Doerr’s book spans thousands of years – apart from being human what can all  these characters have in common?  The answer is a text – a fictional codex – which Doerr attributes to  1st century Greek writer  Diogenes. ‘Cloud Cuckoo Land’, the text,  tells the story of a Shepherd who becomes dissatisfied with his flock keeping duties and goes off in search of a mystical and mythical city in the sky that he has heard about.

Each of Doerr’s chaaracters falls upon this tale of the shepherd’s quest in different ways and each plays some part in saving it from destruction until it reaches Konstance on the spaceship Argos hurtling towards our no longer unimaginable future.
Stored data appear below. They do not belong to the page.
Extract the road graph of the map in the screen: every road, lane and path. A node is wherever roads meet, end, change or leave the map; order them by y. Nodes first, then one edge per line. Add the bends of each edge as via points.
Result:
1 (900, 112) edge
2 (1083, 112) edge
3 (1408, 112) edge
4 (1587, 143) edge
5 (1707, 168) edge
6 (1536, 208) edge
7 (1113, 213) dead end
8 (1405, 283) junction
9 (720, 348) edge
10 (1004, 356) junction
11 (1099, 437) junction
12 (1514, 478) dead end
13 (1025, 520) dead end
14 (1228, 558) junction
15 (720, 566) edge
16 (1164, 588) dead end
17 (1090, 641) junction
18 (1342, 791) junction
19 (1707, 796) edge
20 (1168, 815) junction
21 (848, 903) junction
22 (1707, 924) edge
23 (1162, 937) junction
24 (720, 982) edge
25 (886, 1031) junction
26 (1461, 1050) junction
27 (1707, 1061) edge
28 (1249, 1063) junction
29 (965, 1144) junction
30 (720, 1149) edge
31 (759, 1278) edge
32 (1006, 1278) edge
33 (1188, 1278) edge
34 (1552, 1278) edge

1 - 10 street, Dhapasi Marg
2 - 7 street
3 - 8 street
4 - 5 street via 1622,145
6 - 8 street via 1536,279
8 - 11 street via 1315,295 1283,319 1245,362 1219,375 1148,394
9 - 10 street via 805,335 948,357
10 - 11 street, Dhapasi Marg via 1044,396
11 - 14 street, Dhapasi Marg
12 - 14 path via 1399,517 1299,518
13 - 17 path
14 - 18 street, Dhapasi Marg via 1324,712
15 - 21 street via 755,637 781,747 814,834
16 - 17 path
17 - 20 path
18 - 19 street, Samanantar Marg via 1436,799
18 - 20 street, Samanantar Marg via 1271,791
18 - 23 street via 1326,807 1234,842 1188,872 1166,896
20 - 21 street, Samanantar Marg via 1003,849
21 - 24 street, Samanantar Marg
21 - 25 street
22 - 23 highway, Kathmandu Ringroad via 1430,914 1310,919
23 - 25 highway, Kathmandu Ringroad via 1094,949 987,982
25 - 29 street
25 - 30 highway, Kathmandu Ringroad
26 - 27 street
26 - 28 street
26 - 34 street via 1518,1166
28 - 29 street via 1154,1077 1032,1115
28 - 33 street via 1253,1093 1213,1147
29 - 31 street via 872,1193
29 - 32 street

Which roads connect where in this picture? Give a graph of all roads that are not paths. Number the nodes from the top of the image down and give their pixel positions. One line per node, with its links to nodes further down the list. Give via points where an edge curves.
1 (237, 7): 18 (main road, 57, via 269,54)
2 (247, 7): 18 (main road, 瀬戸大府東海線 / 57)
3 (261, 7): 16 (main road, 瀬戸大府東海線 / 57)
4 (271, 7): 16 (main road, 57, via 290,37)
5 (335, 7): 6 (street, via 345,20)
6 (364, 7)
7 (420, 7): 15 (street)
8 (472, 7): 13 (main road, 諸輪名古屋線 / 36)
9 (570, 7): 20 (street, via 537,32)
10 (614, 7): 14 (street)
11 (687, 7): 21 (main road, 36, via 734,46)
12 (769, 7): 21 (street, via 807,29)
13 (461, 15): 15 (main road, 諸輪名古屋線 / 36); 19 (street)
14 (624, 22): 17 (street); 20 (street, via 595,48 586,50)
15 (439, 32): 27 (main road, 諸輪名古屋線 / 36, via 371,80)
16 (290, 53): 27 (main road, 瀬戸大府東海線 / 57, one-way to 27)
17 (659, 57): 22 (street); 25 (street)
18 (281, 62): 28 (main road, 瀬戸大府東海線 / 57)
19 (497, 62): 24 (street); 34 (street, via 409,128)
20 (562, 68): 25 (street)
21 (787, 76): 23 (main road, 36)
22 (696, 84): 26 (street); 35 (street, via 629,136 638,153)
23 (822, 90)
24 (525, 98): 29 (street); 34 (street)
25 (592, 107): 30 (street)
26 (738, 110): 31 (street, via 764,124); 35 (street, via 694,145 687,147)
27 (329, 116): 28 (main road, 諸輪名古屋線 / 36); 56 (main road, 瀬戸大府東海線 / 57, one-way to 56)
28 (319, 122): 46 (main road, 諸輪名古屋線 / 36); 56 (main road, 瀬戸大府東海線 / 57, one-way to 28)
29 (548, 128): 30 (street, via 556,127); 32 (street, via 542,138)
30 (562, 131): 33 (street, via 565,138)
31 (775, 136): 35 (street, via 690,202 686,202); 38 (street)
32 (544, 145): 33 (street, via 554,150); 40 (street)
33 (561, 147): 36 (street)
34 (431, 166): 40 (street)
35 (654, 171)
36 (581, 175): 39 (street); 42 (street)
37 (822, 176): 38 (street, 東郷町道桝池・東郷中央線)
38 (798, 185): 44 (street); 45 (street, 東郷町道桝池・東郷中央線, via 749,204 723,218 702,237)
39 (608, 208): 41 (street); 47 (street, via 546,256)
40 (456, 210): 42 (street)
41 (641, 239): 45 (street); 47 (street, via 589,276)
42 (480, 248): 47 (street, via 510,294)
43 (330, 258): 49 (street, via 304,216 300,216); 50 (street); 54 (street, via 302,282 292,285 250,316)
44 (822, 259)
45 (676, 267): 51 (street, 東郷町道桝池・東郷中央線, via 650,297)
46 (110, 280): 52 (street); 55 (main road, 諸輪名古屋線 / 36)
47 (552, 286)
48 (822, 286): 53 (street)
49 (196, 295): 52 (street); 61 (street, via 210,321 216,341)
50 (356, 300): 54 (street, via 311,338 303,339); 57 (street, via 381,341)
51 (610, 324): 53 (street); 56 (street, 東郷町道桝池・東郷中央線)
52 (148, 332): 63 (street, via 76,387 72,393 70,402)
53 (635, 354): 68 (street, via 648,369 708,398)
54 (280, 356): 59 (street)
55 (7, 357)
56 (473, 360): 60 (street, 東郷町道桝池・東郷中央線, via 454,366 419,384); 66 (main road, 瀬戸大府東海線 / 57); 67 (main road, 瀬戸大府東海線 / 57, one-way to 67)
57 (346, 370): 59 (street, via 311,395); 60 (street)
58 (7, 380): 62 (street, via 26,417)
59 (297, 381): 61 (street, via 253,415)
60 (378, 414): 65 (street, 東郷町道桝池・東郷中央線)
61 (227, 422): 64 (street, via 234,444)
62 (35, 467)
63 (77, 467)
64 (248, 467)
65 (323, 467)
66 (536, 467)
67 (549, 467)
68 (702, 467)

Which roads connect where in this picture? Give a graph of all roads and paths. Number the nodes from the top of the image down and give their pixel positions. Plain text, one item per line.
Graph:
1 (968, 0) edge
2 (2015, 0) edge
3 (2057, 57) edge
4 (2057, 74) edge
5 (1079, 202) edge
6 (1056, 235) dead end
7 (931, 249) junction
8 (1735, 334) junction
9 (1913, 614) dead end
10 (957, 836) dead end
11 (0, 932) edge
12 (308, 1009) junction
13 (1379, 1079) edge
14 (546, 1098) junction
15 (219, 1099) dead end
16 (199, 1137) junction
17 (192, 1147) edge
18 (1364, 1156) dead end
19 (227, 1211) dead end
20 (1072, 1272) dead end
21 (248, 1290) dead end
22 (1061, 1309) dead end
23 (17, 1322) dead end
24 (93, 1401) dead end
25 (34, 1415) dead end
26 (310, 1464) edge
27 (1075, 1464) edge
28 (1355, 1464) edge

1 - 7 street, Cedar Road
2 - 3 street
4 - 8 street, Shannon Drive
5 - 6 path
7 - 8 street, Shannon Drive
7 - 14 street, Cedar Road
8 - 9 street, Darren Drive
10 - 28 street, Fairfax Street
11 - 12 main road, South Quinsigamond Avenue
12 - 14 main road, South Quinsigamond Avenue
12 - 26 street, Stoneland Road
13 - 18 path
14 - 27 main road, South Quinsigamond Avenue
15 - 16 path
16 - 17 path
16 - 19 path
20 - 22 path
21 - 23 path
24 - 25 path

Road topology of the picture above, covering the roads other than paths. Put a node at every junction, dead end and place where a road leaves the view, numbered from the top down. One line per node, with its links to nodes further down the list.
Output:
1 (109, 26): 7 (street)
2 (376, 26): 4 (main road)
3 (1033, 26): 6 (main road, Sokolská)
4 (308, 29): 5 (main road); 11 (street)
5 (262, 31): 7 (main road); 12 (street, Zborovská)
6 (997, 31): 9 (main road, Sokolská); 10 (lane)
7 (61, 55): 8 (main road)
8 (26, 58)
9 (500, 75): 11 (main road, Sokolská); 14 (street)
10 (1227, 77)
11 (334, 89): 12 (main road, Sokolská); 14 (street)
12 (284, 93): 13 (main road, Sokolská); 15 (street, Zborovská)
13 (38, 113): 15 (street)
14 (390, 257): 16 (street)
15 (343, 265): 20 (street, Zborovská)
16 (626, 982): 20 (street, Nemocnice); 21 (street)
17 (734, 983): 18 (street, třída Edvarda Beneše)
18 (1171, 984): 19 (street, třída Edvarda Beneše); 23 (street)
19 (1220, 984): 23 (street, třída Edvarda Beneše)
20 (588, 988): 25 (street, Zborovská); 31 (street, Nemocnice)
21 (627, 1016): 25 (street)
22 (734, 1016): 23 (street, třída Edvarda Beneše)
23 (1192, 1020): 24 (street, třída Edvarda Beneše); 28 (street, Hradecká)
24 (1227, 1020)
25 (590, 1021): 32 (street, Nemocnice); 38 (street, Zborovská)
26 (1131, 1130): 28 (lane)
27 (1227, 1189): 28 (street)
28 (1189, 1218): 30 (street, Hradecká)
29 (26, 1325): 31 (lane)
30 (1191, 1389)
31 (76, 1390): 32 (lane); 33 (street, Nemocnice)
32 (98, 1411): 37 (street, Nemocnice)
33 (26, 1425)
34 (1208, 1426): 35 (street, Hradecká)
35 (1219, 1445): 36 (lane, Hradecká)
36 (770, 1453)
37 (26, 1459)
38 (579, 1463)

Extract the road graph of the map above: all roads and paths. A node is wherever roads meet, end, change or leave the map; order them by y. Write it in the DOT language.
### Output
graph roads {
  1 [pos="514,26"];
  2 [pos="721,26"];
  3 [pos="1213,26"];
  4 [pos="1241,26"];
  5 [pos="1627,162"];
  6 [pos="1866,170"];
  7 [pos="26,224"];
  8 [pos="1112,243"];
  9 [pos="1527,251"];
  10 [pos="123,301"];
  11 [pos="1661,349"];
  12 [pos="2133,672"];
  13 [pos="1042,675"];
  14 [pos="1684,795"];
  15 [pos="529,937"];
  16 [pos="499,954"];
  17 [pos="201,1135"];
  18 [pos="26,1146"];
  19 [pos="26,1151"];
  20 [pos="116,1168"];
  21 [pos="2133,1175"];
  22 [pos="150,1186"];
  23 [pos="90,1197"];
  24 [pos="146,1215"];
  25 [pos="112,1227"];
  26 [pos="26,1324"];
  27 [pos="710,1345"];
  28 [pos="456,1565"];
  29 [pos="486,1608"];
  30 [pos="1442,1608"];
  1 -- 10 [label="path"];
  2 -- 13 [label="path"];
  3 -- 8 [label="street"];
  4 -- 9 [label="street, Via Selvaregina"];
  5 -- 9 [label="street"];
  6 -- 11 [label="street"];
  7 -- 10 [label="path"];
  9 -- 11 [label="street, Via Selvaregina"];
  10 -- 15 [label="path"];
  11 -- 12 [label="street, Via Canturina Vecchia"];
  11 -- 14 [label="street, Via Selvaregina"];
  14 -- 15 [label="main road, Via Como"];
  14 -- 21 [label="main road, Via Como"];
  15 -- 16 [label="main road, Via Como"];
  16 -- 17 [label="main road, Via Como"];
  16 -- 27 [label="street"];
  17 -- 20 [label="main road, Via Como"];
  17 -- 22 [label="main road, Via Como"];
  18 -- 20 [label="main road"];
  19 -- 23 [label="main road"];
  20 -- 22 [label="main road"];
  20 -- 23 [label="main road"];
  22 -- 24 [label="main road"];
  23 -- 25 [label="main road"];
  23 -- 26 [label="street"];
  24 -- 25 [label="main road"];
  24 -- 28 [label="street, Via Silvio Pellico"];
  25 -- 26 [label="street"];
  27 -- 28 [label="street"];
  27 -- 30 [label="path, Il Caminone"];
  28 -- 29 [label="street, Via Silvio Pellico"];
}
More than just a great story Cloud Cuckoo Land –  is a love letter to our vanishing libraries and a plea for the preservation of  written texts. It also deals with extremely relevant themes including climate catastrophe and a mystery virus.  I very much hope that corporate billionaires currently tinkering with ideas of space travel will take a moment to read this book.  Most of all though it is fascinating, readable and ultimately hopeful.

Doerr’s previous work,  All the Light We Cannot See set during the World War 2, won the author a Pulitzer prize,  but I found All the Light riddled with sentimentality  – his work can suffer from too many motherless daughters with devoted fathers all being wonderful to each other.  Even so we forgive him a bit of sentimentality for the sheer breadth of vision and the hard graft that must have been required to pull this off.   Although it comes in at 640 pages, I read Cloud Cuckoo Land in a few days and was totally engrossed from first to last.  Highly recommended as an excellent book to curl up with on a cold, wet afternoon.

 

 

 

2 responses to “CLOUD CUCKOO LAND”

  1. It’s such a good feeling to find that one book that becomes a personal one up you each year! I’m glad you found it in this one…it does sound fascinating.

    1. Thank you so much. I agree. I’ve read lots of books I enjoyed but this one stood out.